И судьба ему благоволила. Он уехал в Алма-Ату, изумительно чистую и немноголюдную тогда, цветистую, радостную, красно-зелёную (мне казалось так) насквозь пропахшую яблонью, особенно по осени, когда созревают баснословные, чуть не в килограмм весом плоды апорта, а частники жгут по садам осеннюю листву…
И его, молодого, талантливого, презревшего Москву, добровольно ушедшего из семинара одного из знаменитейших поэтов России (до этого Антонов, к счастью, успел окончить журфак), сразу взяли заведующим отдела поэзии в журнал «Простор» – как раз в то время образовалась вакансия. На этом месте он проработал добрых полвека, почти до самой кончины…
И был все эти годы не просто «законодателем моды» в Республике (для Антонова это определенние не то что пошловато, – мелковато), но авторитетом в последней инстанции. При всей своей «кержацкости», он был очень тонок, образован, умён.
И по-умному долговиден, чтобы не писать, например, «датские» стихи.
А стишки к многочисленным советским датам писали тогда почти все. Немыслимо было представить газету без стихотворной передовицы к Первомаю и проч. «Датами» не то чтобы кормились, скорей напивались на гонорары от них в кругу таких же «датописцев». Завывали стихи и взахлёб хвалили друг друга. До сих пор тошнит от выражения «Старик, ты гений!», которое с ностальгией вспоминают «шестидесятники».
Другое дело, что он не терпел никакого «новаторства» в классическом стихе, авангардизма. И зря я ему внушал, что хиленький модернизм и великий русский авангард – вещи абсолютно разные. Противоположные даже.
Он упорно не печатал таких замечательных поэтов, как Александр Соловьёв, Булат Лукбанов, Виктор Мармонтов и ещё, и ещё. Я ему так и говорил за рюмкой-другой: «Валерий Александрович, да у Вас, как у заправского хирурга, и так уже целое кладбище, на кой чёрт его множить и множить ещё?.. Есть разные реки, есть разные птицы, пусть текут и поют как умеют…»
Но он упрямо, с кержацкой неколебимостью твердил: «Рек много, а Волга – одна! Поэтов много, а Твардовский – один!» Мне иногда кажется, что это, чуть ли не слепое следование за Твардовским, во многом сузило его творчество. Гений, как известно, не оставляет школ.

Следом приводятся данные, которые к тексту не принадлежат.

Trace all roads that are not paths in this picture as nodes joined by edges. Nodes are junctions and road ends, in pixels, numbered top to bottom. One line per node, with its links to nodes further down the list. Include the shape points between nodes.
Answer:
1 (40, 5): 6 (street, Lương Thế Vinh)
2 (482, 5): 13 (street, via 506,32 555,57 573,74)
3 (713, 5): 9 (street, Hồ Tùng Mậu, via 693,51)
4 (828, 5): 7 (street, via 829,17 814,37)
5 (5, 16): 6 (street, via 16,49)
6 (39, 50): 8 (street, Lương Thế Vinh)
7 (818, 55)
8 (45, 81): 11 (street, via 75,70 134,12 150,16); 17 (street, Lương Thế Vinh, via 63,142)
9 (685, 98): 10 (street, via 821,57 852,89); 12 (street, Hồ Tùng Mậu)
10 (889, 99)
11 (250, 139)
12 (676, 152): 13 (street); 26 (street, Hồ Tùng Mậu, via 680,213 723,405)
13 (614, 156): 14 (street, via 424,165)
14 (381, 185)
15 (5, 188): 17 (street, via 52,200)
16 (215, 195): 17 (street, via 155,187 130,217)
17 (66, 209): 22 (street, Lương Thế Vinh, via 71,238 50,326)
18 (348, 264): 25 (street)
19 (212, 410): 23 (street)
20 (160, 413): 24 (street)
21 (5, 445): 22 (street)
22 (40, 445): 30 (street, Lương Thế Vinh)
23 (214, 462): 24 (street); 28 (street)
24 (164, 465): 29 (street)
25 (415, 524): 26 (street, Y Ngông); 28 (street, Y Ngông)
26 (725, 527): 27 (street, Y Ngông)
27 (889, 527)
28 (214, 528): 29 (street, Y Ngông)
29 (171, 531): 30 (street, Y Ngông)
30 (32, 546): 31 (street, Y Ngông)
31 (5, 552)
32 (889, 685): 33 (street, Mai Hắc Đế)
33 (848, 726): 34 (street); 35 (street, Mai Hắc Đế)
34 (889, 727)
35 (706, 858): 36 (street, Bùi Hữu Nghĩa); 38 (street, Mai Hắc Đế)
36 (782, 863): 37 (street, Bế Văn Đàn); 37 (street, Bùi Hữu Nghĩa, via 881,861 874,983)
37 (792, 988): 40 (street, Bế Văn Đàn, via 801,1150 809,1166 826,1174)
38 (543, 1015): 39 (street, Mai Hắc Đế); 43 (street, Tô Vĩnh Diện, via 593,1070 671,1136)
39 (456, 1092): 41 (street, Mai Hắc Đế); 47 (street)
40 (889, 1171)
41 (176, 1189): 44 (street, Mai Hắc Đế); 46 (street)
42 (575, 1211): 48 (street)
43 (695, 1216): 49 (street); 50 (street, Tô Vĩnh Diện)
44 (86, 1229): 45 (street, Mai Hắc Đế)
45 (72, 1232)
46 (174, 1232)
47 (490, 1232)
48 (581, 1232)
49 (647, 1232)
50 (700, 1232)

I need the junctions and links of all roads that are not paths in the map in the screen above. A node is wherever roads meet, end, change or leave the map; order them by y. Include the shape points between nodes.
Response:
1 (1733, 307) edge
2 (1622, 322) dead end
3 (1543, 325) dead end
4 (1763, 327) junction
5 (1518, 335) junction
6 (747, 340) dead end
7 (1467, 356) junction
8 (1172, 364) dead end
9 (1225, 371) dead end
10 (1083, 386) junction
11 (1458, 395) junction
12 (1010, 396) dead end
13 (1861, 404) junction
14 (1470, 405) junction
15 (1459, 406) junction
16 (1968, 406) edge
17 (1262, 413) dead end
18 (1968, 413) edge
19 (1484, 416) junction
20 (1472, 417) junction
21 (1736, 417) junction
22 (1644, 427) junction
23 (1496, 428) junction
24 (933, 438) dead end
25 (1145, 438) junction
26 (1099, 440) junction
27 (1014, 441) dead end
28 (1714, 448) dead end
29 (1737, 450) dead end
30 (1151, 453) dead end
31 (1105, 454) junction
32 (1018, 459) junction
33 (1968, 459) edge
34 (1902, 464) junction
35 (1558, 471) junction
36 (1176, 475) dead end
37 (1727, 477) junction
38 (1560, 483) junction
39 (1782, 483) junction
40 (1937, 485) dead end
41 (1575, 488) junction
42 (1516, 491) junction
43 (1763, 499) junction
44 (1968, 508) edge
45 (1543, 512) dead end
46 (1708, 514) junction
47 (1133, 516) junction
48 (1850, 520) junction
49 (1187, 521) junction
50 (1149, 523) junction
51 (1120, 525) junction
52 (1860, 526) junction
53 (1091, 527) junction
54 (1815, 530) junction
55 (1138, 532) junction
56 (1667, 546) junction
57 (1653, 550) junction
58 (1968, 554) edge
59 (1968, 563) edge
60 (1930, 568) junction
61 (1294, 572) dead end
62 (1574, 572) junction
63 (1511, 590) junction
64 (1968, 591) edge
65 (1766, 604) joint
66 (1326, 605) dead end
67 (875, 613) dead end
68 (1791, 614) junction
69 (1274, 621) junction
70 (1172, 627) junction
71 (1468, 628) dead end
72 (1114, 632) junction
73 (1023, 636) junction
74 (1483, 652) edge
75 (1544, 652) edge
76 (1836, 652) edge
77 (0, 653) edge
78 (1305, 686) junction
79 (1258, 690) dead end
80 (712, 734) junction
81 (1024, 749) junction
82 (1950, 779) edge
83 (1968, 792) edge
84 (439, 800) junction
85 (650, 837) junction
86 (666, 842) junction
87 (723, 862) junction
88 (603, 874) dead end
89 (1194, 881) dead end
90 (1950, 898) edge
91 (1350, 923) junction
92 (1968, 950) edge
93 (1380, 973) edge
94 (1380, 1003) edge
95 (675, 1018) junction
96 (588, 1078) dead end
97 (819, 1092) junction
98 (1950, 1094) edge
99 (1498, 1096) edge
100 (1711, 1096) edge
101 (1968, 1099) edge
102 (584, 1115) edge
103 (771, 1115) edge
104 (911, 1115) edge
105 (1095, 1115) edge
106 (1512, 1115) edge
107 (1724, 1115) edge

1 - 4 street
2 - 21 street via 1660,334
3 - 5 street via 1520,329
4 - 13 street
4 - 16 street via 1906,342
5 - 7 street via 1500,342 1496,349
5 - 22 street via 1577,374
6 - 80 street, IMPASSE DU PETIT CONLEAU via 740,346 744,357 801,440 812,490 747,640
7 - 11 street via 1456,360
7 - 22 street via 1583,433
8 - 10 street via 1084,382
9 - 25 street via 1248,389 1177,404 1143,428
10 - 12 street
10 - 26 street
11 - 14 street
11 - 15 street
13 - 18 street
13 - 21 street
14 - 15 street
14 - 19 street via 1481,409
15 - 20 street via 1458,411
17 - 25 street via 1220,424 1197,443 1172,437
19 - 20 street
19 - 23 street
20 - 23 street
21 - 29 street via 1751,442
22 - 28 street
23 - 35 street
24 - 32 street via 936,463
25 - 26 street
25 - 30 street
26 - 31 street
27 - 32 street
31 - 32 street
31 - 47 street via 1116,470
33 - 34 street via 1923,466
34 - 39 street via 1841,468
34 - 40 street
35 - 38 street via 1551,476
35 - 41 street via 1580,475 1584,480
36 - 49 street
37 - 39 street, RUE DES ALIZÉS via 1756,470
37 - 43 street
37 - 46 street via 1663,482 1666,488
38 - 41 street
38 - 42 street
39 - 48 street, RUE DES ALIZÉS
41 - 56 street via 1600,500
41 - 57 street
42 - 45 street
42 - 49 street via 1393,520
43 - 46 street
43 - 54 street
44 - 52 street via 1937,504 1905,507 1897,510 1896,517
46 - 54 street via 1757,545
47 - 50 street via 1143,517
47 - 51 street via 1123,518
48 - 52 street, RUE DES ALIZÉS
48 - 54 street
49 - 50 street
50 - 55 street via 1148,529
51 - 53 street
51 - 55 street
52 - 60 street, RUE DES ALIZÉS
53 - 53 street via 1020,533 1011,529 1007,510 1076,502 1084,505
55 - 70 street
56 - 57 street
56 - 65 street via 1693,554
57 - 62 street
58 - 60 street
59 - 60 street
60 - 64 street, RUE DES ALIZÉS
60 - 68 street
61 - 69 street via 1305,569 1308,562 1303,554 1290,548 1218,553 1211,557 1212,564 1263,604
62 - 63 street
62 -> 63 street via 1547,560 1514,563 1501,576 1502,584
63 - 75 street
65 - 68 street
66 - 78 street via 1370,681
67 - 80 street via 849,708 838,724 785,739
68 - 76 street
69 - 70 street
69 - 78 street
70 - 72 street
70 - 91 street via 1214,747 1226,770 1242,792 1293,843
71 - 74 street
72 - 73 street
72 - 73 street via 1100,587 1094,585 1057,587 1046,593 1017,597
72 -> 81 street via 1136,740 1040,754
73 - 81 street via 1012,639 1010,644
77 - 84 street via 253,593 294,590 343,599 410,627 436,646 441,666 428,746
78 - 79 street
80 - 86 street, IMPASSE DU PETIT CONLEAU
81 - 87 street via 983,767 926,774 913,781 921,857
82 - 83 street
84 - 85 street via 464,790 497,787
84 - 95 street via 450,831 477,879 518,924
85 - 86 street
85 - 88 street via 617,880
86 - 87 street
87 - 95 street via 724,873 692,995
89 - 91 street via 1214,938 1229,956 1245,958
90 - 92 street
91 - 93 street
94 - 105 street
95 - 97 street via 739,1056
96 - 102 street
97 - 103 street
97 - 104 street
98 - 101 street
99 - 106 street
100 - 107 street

Господи, сколько сумасшедших споров вызвало обсуждение выдающегося, на мой взгляд, лирика Александра Соловьёва! Особенно взбесило многих невинное пейзажное четверостишие:
Поляна
«В осиянной росянице,
В потаённой глубине
Били ландышей копытца
По серебряной луне»
Некоторые из обсужавших (да большинство!) восхищались. Соловьёв был счастлив. Наконец-то из городского гения, читавшего стихи в кафешках, поскольку другой аудитории не было, его признал сам Союз писателей!